What you are asked to do
Please write out exactly the lines of the data below from the line holding "position:relative; width:2399px; height:1331px;" through the line holding "filter:drop-shadow(2px 0 #674f3d)", and leave out the rest.

──────── Records to process

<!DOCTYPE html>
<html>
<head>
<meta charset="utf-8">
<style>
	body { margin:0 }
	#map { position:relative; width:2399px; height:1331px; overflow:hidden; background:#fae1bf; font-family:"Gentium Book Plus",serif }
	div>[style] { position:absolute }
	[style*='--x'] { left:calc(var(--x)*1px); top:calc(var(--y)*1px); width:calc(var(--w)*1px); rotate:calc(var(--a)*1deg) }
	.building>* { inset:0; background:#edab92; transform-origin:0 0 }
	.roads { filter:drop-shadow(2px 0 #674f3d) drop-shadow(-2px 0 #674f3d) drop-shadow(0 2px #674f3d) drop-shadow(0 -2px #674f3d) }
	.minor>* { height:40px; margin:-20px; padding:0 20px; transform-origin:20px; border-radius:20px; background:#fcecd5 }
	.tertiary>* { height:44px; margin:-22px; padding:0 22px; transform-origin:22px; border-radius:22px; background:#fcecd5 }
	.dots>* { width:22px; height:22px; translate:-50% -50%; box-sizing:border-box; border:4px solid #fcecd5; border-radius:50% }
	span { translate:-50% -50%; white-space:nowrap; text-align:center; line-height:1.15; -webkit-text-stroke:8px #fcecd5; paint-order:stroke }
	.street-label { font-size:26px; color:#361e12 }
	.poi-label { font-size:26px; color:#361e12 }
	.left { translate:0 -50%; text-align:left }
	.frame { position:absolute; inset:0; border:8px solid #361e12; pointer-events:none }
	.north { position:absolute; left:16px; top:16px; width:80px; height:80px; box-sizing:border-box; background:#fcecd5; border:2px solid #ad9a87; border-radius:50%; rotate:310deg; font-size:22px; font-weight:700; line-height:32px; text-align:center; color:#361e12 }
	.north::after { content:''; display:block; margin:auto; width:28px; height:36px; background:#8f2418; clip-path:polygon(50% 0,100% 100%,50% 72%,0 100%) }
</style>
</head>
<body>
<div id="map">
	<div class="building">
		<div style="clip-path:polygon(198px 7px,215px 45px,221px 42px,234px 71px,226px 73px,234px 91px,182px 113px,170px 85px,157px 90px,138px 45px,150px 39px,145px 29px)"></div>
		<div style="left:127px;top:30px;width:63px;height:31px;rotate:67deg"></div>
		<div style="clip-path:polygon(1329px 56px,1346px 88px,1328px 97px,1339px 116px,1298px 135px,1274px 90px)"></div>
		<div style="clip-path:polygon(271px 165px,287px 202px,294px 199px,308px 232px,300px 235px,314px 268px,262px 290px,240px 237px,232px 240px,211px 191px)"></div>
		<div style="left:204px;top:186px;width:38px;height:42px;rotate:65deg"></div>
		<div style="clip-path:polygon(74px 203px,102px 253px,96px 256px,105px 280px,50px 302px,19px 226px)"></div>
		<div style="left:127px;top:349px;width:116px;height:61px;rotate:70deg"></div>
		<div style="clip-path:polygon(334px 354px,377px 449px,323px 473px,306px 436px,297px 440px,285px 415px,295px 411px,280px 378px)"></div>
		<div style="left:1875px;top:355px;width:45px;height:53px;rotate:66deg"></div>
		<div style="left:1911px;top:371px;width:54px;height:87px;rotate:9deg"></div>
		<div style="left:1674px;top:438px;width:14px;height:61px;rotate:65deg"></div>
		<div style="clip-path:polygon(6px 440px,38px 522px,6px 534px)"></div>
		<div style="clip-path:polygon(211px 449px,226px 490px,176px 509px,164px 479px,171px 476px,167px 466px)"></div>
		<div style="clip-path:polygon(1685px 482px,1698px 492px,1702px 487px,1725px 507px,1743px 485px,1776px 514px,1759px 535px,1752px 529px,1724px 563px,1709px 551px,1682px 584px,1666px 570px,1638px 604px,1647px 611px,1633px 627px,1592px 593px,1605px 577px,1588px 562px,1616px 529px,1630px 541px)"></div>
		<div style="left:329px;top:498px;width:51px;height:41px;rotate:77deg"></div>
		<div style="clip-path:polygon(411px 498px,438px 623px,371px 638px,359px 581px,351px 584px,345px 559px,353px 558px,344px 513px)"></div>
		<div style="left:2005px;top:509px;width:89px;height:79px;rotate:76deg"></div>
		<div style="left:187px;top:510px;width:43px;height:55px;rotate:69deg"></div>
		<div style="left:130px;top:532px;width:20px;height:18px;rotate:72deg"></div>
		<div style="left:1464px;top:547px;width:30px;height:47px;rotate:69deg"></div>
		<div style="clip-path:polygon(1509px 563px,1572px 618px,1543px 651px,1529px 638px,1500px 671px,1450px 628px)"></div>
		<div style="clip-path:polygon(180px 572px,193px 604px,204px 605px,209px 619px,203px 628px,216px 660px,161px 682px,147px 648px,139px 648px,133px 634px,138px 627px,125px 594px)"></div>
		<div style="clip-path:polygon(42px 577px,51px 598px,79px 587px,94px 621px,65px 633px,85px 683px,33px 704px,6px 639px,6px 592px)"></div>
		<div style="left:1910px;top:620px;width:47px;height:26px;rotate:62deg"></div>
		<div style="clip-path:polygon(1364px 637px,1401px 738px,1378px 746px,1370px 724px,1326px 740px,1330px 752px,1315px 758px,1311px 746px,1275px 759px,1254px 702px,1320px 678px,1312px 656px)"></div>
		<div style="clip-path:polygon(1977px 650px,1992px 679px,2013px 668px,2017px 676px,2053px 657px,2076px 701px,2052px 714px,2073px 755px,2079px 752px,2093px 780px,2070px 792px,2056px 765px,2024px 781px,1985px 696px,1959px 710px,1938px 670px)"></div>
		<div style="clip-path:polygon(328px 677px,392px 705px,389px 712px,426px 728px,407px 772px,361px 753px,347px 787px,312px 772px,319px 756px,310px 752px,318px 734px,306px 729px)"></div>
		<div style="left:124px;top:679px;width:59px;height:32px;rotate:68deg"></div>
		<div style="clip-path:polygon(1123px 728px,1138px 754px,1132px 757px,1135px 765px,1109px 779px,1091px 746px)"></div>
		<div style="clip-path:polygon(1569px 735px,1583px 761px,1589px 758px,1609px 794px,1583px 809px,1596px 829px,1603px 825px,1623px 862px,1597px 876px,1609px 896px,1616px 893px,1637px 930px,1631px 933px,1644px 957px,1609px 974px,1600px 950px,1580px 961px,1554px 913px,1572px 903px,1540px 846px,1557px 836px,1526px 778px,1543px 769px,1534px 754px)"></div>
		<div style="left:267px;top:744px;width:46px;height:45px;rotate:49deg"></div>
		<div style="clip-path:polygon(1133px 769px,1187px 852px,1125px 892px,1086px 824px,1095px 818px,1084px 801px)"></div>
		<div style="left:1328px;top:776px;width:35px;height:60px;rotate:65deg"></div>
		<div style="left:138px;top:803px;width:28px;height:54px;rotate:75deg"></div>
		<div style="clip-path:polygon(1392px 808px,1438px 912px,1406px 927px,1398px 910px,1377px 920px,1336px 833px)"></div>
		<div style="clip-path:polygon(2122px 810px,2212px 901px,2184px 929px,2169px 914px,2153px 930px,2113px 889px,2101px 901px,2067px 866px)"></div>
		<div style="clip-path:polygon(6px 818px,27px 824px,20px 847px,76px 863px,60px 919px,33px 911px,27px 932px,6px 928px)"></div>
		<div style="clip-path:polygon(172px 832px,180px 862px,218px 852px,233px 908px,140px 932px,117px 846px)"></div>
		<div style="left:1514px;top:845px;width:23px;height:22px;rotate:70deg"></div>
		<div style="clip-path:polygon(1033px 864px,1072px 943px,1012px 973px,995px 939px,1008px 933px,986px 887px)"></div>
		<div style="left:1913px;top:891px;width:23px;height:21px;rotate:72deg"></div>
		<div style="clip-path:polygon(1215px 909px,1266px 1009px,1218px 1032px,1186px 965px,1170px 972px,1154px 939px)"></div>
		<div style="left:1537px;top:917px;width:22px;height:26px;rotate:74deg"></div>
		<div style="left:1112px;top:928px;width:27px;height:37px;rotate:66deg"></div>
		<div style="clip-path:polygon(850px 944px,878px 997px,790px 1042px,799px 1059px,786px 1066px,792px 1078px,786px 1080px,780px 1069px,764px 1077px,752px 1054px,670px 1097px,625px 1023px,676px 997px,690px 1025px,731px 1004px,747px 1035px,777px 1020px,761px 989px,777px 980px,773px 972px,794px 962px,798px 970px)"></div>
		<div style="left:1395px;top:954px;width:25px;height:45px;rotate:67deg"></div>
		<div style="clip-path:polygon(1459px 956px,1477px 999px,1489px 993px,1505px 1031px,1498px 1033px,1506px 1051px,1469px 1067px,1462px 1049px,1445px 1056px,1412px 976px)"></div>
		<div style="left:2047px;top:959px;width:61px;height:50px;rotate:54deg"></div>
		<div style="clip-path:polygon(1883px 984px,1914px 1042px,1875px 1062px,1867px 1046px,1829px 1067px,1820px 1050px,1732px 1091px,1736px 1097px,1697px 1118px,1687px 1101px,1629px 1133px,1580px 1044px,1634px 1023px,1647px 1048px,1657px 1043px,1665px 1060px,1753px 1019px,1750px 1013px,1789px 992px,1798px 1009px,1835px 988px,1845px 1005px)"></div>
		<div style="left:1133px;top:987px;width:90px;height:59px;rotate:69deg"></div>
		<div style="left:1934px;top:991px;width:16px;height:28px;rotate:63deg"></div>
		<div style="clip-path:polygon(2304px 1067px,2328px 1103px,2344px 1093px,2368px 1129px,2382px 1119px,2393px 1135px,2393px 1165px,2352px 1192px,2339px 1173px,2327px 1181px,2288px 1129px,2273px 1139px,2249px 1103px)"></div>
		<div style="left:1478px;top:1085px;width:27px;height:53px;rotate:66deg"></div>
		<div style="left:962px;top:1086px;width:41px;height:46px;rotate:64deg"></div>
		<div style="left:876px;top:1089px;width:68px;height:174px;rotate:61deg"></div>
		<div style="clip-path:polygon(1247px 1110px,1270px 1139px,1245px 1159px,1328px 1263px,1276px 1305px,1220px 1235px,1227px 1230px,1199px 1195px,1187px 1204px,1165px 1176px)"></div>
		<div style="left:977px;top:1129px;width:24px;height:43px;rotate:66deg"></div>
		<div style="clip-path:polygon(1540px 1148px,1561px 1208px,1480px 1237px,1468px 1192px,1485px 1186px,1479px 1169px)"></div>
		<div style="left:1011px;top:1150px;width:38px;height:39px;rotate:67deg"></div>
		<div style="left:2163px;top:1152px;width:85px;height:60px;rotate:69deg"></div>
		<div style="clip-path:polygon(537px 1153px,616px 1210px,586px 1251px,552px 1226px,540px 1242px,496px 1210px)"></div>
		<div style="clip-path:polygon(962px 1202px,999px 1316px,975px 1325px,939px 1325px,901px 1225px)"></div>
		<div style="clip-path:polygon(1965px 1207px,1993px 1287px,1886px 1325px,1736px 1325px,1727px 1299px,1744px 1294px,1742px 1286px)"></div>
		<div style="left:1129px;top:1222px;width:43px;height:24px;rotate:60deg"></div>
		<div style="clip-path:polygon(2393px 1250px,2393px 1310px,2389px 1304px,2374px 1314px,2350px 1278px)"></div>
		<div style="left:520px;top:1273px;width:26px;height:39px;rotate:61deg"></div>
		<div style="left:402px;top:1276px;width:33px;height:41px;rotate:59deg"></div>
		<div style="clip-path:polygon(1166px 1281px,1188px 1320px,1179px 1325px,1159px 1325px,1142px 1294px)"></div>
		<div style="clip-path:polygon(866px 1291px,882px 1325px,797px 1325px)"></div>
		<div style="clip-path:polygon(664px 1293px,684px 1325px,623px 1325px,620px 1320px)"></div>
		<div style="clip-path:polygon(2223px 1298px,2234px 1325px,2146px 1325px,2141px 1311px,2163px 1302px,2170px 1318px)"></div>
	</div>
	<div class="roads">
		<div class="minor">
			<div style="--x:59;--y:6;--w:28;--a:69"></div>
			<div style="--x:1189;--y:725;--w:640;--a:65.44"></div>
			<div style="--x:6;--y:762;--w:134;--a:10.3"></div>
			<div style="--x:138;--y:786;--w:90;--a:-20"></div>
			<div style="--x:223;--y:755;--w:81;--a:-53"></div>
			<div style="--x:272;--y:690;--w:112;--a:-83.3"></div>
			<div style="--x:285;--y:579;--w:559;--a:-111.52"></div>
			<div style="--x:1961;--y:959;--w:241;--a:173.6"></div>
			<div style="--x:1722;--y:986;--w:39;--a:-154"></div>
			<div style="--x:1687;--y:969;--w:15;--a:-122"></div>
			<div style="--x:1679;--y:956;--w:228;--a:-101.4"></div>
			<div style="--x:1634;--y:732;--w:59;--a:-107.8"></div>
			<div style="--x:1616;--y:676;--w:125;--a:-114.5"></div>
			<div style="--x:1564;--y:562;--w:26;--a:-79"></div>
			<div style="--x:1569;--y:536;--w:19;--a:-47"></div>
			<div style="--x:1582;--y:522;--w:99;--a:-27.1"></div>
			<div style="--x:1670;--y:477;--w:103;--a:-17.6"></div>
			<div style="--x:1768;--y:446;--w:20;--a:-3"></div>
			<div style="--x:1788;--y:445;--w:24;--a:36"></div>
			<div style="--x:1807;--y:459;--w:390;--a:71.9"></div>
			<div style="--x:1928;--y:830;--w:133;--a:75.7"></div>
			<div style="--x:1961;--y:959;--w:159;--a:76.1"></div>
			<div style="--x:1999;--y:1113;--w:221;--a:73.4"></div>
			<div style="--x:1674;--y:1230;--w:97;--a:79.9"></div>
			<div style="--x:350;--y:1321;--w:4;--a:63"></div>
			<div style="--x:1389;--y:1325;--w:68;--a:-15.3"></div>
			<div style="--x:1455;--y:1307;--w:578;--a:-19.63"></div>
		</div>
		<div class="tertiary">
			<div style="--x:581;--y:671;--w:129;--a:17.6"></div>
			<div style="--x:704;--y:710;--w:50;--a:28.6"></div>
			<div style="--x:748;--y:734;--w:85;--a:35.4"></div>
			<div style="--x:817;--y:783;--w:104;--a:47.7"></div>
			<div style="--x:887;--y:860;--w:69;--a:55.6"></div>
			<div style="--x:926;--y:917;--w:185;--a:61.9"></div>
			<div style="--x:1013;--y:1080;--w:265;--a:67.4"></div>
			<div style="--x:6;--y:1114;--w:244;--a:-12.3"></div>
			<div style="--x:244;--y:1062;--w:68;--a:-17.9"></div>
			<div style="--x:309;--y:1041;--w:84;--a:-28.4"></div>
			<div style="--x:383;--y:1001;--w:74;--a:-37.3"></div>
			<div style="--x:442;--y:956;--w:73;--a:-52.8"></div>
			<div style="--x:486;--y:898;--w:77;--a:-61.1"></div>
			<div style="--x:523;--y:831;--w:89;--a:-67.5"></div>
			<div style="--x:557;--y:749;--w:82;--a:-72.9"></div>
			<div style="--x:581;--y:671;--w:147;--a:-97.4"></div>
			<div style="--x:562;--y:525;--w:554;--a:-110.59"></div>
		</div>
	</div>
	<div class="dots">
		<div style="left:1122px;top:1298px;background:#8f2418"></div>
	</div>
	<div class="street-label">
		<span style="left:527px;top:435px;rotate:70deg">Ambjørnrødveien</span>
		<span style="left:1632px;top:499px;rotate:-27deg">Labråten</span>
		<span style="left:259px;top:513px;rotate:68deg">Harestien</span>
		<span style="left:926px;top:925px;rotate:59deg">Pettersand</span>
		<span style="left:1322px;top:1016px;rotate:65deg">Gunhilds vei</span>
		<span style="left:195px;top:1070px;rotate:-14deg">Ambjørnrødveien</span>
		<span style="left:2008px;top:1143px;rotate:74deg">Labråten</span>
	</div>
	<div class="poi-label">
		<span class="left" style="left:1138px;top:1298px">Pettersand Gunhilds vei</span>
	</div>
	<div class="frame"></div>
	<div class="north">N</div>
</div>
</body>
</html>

────────────────

Expected output
	#map { position:relative; width:2399px; height:1331px; overflow:hidden; background:#fae1bf; font-family:"Gentium Book Plus",serif }
	div>[style] { position:absolute }
	[style*='--x'] { left:calc(var(--x)*1px); top:calc(var(--y)*1px); width:calc(var(--w)*1px); rotate:calc(var(--a)*1deg) }
	.building>* { inset:0; background:#edab92; transform-origin:0 0 }
	.roads { filter:drop-shadow(2px 0 #674f3d) drop-shadow(-2px 0 #674f3d) drop-shadow(0 2px #674f3d) drop-shadow(0 -2px #674f3d) }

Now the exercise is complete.